A novel two-component regulatory system in Bacillus subtilis for the survival of severe secretion stress.

The Gram-positive eubacterium Bacillus subtilis is well known for its high capacity to secrete proteins into the environment. Even though high-level secretion of proteins is an efficient process, it imposes stress on the cell. The present studies were aimed at the identification of systems required to combat this so-called secretion stress. A two-component regulatory system, named CssR-CssS, was identified, which bears resemblance to the CpxR-CpxA system of Escherichia coli. The results show that the CssR/S system is required for the cell to survive the severe secretion stress caused by a combination of high-level production of the alpha-amylase AmyQ and reduced levels of the extracytoplasmic folding factor PrsA. As shown with a prsA3 mutation, the Css system is required to degrade misfolded exported proteins at the membrane-cell wall interface. This view is supported by the observation that transcription of the htrA gene, encoding a predicted membrane-bound protease of B. subtilis, is strictly controlled by CssS. Notably, CssS represents the first identified sensor for extracytoplasmic protein misfolding in a Gram-positive eubacterium. In conclusion, the results show that quality control systems for extracytoplasmic protein folding are not exclusively present in the periplasm of Gram-negative eubacteria, but also in the Gram-positive cell envelope.

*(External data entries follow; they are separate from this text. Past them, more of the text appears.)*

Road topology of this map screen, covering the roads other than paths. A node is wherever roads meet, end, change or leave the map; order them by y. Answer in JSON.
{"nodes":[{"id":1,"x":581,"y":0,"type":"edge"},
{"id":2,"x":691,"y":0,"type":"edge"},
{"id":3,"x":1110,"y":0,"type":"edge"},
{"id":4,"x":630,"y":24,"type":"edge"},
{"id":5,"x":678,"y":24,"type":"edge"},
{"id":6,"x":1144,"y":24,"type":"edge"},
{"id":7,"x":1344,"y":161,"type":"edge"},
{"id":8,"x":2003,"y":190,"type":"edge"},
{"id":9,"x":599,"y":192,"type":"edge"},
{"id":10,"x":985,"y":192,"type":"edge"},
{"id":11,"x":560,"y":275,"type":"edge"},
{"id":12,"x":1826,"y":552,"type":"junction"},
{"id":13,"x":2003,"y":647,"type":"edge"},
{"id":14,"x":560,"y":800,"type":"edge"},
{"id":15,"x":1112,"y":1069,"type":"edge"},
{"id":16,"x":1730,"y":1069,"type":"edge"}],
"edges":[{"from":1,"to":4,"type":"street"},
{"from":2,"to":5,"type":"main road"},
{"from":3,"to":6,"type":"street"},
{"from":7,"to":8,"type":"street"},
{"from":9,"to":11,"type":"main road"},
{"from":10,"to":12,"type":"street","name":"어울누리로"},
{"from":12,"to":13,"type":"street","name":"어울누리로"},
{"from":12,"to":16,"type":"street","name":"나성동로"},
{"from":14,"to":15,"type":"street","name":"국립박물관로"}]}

Quantitation of the capacity of the secretion apparatus and requirement for PrsA in growth and secretion of alpha-amylase in Bacillus subtilis.

Regulated expression of AmyQ alpha-amylase of Bacillus amyloliquefaciens was used to examine the capacity of the protein secretion apparatus of B. subtilis. One B. subtilis cell was found to secrete maximally 10 fg of AmyQ per h. The signal peptidase SipT limits the rate of processing of the signal peptide. Another limit is set by PrsA lipoprotein. The wild-type level of PrsA was found to be 2 x 10(4) molecules per cell. Decreasing the cellular level of PrsA did not decrease the capacity of the protein translocation or signal peptide processing steps but dramatically affected secretion in a posttranslocational step. There was a linear correlation between the number of cellular PrsA molecules and the number of secreted AmyQ molecules over a wide range of prsA and amyQ expression levels. Significantly, even when amyQ was expressed at low levels, overproduction of PrsA enhanced its secretion. The finding is consistent with a reversible interaction between PrsA and AmyQ. The high cellular level of PrsA suggests a chaperone-like function. PrsA was also found to be essential for the viability of B. subtilis. Drastic depletion of PrsA resulted in altered cellular morphology and ultimately in cell death.

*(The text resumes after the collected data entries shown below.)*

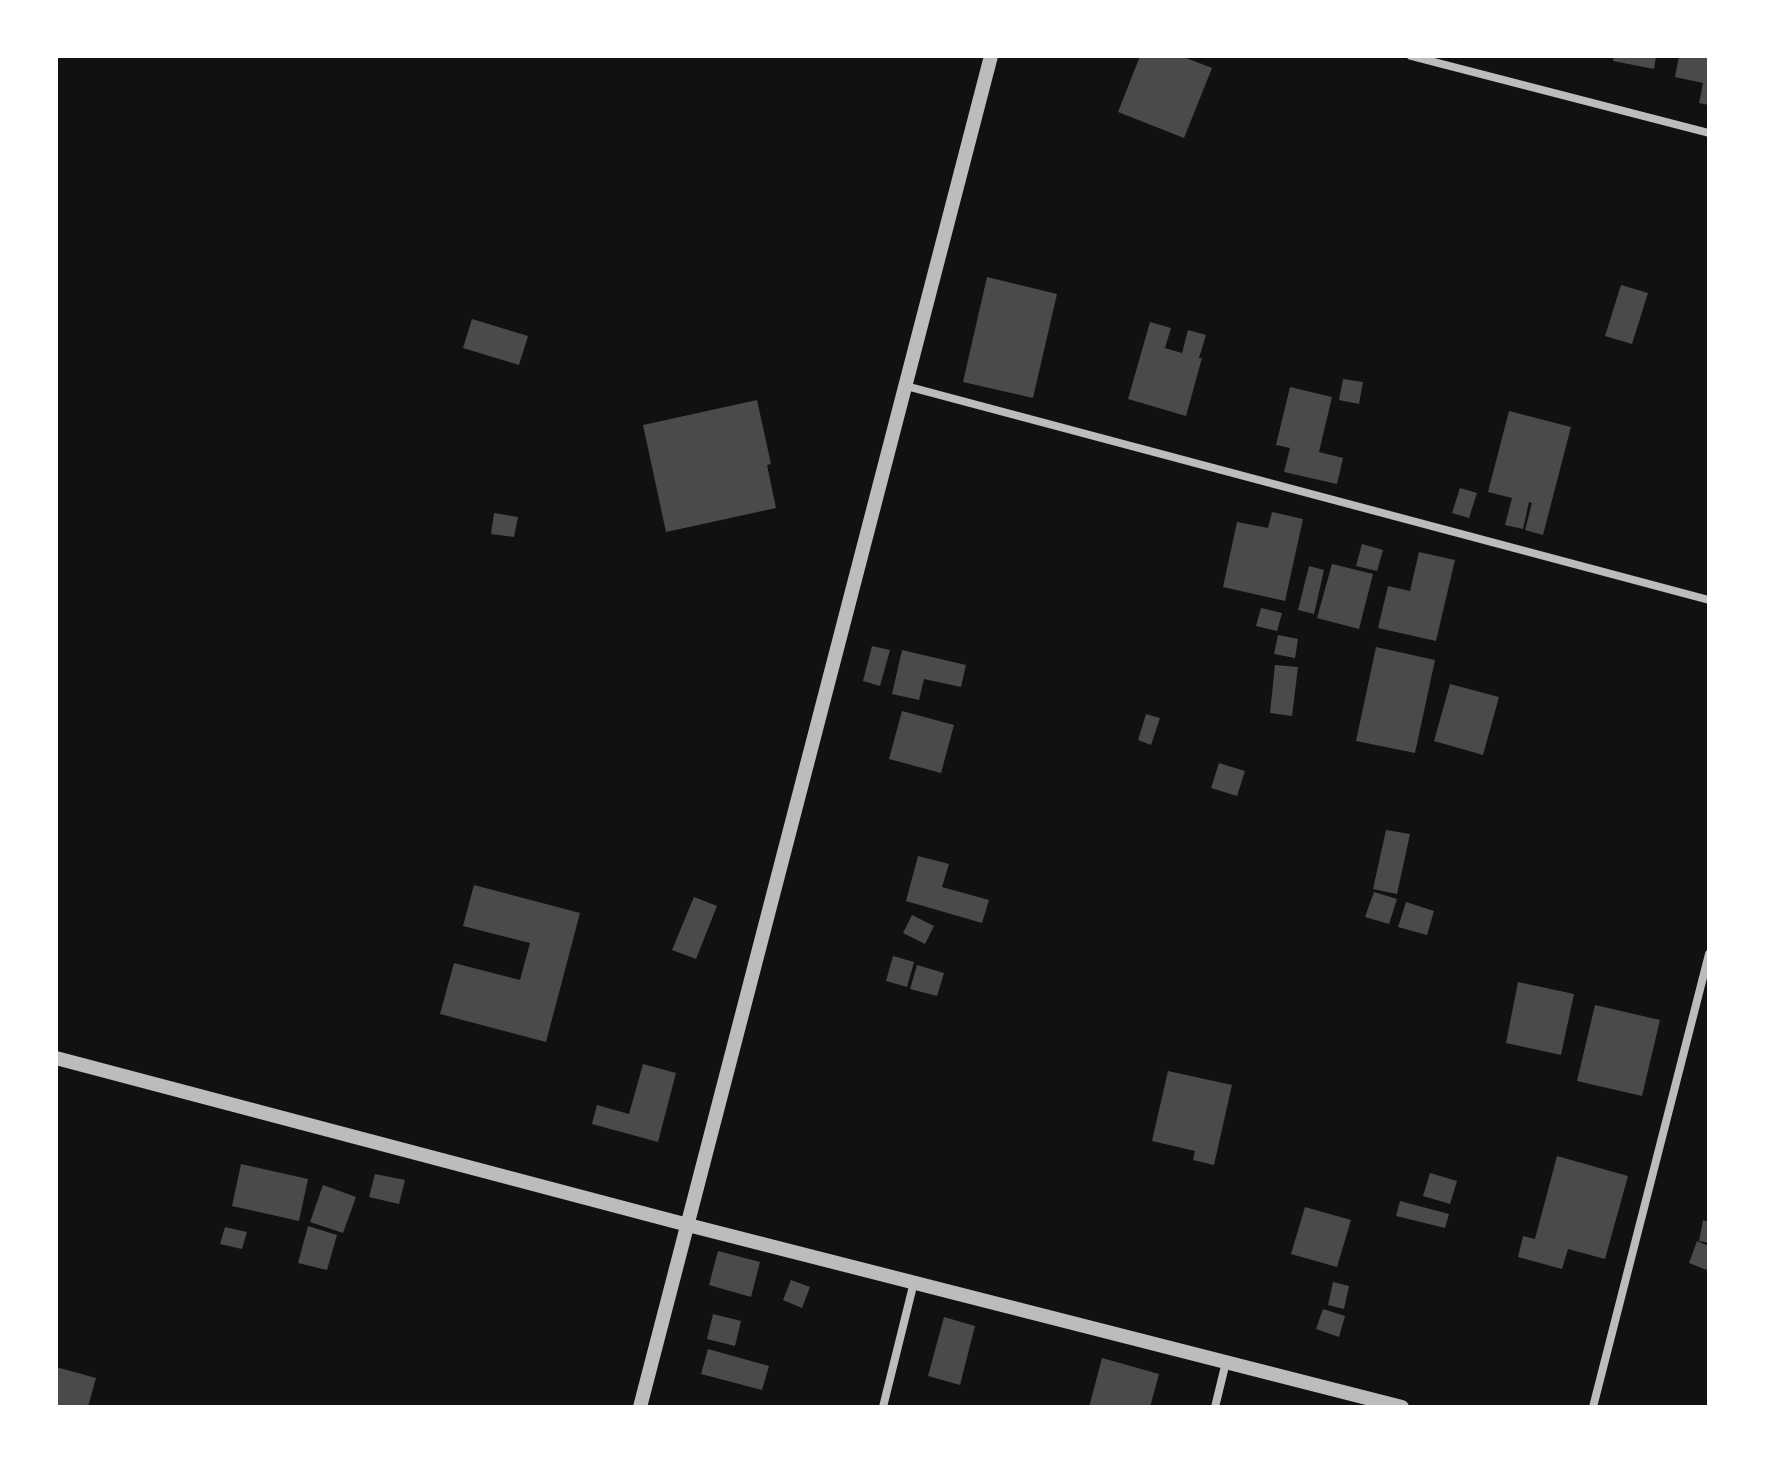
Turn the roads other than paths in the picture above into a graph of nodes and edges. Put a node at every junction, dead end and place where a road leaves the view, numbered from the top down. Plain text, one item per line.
1 (991, 56) edge
2 (1411, 56) edge
3 (1709, 133) edge
4 (906, 386) junction
5 (1709, 600) edge
6 (1709, 954) edge
7 (56, 1058) edge
8 (688, 1225) junction
9 (914, 1282) junction
10 (1226, 1362) junction
11 (640, 1407) edge
12 (883, 1407) edge
13 (1215, 1407) edge
14 (1402, 1407) edge
15 (1593, 1407) edge

1 - 4 street
2 - 3 street
4 - 5 street
4 - 8 street
6 - 15 street
7 - 8 street
8 - 9 street
8 - 11 street
9 - 10 street
9 - 12 street
10 - 13 street
10 - 14 street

D-Alanine substitution of teichoic acids as a modulator of protein folding and stability at the cytoplasmic membrane/cell wall interface of Bacillus subtilis.

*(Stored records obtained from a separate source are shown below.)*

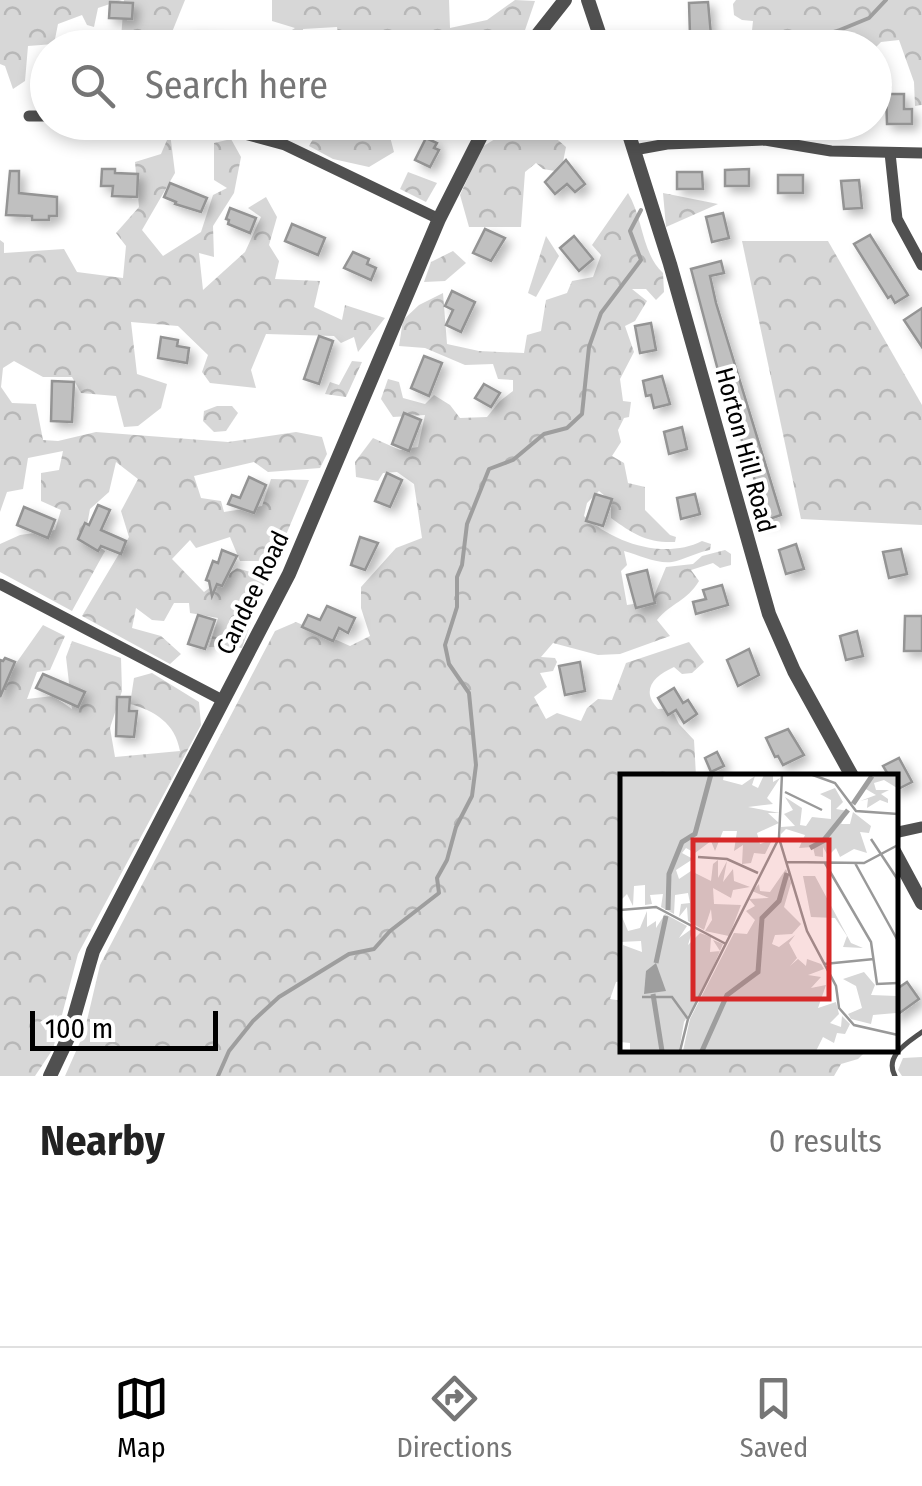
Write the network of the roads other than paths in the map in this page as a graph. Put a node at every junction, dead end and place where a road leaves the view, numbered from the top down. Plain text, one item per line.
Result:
1 (564, 0) edge
2 (588, 0) edge
3 (541, 30) edge
4 (598, 30) edge
5 (267, 140) edge
6 (479, 140) edge
7 (631, 140) edge
8 (634, 150) junction
9 (890, 153) junction
10 (922, 153) edge
11 (440, 219) junction
12 (922, 264) edge
13 (0, 584) edge
14 (224, 702) junction
15 (851, 774) edge
16 (922, 827) edge
17 (897, 832) edge
18 (897, 856) edge
19 (922, 902) edge
20 (922, 1032) edge
21 (50, 1076) edge
22 (894, 1076) edge

1 - 3 street
2 - 4 street
5 - 11 street
6 - 11 street, Candee Road
7 - 8 street, Horton Hill Road
8 - 9 street
8 - 15 street, Horton Hill Road
9 - 10 street
9 - 12 street
11 - 14 street, Candee Road
13 - 14 street
14 - 21 street, Candee Road
16 - 17 street
18 - 19 street
20 - 22 lane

The extracytoplasmic folding of secreted proteins in Gram-positive bacteria is influenced by the microenvironment of the compartment into which they are translocated, namely the negatively charged matrix of the cell wall polymers. In this compartment, the PrsA lipoprotein facilitates correct post-translocational folding or prevents misfolding of secreted proteins. In this study, a secretion mutant of B. subtilis (prsA3) encoding a defective PrsA protein was mutagenized and screened for restored secretion of the AmyQ alpha-amylase. One mini-Tn10 insertion, which partially suppressed the secretion deficiency, was found to interrupt dlt, the operon involved in the d-alanylation of teichoic acids. The inactivation of dlt rescued the mutant PrsA3 protein from degradation, and the increased amount of PrsA3 was shown to enhance the secretion of PrsA-dependent proteins. Heterologous or abnormal secreted proteins, which are prone to degradation after translocation, were also stabilized and secreted in increased quantities from a dlt prsA(+) strain. Furthermore, the dlt mutation partially suppressed the lethal effect of PrsA depletion, suggesting that the dlt deficiency also leads to stabilization of an essential cell wall protein(s). Our results suggest that main influence of the increased net negative charge of the wall caused by the absence of d-alanine is to increase the rate of post-translocational folding of exported proteins.